Constituição em disputa: Como o Supremo Tribunal Federal tem confirmado o novo regime fiscal
DOI:
https://doi.org/10.18316/redes.v14i1.12588Resumo
A Emenda Constitucional 95 de 2016 teve como objetivo a realização de um novo regime fiscal, no qual os entes, principalmente o executivo, teria a sua receita de investimentos sociais vincula ao que foi investido no exercício financeiro anterior, enquanto o poder legislativo, caso quisesse alterar alguma fonte de arrecadação ou criar algum investimento estaria obrigado a apresentar a um relatório sobre as fontes mantenedoras desse ato.
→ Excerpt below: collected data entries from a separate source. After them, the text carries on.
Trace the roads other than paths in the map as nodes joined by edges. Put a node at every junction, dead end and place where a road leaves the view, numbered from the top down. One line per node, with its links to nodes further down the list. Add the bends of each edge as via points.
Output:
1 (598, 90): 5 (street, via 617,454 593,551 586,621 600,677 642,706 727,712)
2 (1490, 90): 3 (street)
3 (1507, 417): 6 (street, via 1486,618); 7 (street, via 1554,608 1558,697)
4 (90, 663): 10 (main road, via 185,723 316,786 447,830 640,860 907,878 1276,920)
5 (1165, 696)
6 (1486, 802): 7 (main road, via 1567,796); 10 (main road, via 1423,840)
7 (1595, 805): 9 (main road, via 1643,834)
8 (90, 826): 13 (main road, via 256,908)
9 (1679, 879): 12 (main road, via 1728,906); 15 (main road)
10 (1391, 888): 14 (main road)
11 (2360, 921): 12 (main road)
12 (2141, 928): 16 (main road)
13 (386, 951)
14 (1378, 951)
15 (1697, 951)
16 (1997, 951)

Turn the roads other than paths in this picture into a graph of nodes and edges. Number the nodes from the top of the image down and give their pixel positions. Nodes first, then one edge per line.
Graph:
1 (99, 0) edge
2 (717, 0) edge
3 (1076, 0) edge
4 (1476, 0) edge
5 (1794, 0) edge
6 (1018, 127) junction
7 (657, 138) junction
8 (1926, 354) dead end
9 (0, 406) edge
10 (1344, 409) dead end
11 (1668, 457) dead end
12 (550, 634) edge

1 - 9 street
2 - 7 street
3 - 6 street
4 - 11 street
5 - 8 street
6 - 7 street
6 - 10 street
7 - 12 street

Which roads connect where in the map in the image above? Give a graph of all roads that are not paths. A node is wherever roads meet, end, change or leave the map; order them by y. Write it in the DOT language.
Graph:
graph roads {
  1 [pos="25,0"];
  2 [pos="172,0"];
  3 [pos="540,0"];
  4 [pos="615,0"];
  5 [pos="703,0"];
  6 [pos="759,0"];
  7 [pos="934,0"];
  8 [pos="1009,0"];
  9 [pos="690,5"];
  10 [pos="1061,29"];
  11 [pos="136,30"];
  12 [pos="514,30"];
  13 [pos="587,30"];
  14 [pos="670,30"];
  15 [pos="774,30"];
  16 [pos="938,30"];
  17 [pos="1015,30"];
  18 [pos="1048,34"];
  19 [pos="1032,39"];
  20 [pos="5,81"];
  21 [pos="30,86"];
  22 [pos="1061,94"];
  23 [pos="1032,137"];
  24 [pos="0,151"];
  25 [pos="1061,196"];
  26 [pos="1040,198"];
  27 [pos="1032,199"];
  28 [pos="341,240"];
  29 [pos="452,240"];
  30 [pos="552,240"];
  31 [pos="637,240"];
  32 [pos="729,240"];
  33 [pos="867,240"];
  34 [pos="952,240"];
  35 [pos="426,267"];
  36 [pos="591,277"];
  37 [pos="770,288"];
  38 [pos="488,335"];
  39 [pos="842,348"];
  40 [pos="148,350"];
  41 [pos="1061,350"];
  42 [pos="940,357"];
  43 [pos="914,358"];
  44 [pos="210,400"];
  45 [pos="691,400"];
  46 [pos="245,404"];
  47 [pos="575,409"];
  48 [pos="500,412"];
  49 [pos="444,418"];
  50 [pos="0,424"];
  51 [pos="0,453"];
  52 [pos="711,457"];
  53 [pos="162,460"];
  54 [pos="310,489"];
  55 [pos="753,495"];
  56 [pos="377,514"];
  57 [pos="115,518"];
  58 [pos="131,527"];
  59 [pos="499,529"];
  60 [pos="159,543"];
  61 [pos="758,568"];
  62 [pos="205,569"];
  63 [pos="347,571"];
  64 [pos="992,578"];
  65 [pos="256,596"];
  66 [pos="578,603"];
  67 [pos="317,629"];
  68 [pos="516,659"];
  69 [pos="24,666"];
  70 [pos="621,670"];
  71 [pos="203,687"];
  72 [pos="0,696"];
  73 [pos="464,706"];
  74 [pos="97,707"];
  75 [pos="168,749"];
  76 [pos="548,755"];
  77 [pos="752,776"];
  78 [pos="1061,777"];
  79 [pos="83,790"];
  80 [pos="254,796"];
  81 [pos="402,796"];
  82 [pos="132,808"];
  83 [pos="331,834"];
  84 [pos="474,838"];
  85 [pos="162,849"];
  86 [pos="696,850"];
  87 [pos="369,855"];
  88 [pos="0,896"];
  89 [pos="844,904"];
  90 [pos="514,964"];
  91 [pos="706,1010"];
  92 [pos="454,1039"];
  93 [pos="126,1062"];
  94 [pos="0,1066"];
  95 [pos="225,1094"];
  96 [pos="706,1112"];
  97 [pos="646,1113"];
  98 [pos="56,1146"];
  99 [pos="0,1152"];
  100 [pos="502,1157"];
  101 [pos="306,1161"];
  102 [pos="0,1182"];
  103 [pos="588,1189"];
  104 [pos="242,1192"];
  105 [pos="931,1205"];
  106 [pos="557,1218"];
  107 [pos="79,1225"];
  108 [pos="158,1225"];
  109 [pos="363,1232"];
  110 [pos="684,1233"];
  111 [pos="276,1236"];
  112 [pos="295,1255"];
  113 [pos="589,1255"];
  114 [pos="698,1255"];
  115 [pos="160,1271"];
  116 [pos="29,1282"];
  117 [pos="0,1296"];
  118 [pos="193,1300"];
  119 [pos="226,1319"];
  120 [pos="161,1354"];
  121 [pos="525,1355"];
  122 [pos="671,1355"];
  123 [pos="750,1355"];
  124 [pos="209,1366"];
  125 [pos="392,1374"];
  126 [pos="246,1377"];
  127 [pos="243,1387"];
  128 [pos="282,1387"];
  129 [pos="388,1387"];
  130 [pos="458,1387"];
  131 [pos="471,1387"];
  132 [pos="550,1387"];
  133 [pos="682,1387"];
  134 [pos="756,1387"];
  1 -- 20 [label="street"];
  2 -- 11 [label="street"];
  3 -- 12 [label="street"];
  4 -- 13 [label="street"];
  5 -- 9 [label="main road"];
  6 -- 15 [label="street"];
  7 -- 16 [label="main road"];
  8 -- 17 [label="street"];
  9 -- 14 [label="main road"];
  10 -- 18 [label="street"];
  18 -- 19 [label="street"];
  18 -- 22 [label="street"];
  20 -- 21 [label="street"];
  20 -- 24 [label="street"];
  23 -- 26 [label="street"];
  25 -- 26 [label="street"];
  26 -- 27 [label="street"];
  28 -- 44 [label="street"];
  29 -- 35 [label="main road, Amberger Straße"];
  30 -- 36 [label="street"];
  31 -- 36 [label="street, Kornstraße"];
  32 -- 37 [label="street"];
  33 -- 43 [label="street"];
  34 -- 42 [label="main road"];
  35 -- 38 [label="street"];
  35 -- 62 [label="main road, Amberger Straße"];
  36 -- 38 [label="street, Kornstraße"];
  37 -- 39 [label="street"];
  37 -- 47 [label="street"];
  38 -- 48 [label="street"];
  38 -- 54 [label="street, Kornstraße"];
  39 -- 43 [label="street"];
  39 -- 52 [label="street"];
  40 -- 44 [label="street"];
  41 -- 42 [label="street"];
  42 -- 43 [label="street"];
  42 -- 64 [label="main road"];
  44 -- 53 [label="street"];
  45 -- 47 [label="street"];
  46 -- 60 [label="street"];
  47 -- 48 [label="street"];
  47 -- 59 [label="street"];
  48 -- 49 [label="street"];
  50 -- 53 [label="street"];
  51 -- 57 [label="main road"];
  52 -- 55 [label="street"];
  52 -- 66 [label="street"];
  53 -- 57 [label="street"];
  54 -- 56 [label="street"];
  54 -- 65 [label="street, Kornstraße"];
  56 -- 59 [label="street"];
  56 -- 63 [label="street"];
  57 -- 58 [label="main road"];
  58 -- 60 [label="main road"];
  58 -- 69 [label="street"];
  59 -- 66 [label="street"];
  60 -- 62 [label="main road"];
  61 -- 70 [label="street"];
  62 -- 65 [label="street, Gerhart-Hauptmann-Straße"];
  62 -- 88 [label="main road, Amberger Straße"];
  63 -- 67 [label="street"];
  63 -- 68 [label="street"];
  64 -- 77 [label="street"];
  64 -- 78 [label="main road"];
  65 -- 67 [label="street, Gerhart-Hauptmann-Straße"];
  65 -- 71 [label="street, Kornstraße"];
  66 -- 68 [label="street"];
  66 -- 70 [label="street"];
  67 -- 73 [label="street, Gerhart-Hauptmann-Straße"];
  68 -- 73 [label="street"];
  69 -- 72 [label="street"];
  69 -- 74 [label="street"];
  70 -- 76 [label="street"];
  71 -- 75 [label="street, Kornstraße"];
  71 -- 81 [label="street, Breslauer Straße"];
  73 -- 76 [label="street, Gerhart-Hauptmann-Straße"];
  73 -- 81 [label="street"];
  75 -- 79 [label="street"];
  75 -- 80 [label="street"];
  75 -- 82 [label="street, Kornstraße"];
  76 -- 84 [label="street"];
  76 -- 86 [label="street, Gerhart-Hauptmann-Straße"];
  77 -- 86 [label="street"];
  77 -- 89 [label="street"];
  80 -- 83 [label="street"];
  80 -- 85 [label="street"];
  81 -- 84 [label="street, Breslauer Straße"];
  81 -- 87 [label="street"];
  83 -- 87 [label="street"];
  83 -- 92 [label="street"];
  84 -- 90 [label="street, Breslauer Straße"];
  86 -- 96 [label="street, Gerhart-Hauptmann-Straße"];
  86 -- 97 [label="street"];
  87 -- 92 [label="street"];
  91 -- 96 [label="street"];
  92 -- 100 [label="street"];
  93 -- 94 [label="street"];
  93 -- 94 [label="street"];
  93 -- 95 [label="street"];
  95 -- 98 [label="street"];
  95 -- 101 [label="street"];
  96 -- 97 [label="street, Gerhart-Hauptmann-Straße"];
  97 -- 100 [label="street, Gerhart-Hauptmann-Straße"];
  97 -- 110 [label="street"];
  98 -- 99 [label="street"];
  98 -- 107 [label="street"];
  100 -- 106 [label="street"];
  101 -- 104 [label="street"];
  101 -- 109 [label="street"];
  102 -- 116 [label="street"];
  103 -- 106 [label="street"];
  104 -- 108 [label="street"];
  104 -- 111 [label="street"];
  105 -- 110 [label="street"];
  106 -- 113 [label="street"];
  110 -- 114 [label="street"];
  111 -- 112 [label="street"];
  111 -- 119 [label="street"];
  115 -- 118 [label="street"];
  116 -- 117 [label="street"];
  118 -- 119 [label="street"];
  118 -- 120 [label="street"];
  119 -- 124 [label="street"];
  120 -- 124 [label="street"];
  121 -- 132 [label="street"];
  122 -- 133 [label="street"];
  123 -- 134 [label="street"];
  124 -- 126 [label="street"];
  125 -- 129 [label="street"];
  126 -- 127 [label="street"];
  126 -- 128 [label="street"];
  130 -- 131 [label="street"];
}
Tal regime fiscal privilegiaria o erário frente ao investimento social, com isso, tendo esses novos parâmetros, o presente artigo busca responder a seguinte problemática: como o STF atuou nos julgamentos de controle concentrado em relação à alteração promovida pela EC 95/2016? Para isso, utilizou-se da metodologia da pesquisa empírica quantitativa-qualitativa no banco de dados do próprio Supremo Tribunal Federal para demonstrar de maneira objetiva, com a colheita quantitativa, e os argumento que se utilizou para dar preferência ao regime fiscal, fruto da qualitativa. O resultado da pesquisa foi no sentido de que a jurisdição constitucional privilegia o regime fiscal e, com isso, abstêm o Estado de investir nas áreas sociais e na valorização do funcionalismo público. Conclui-se que o Supremo Tribunal Federal, como um dos intérpretes da Constituição Federal, da a preferência para o regime fiscal em seus julgamentos em sede de controle concentrado de constitucionalidade.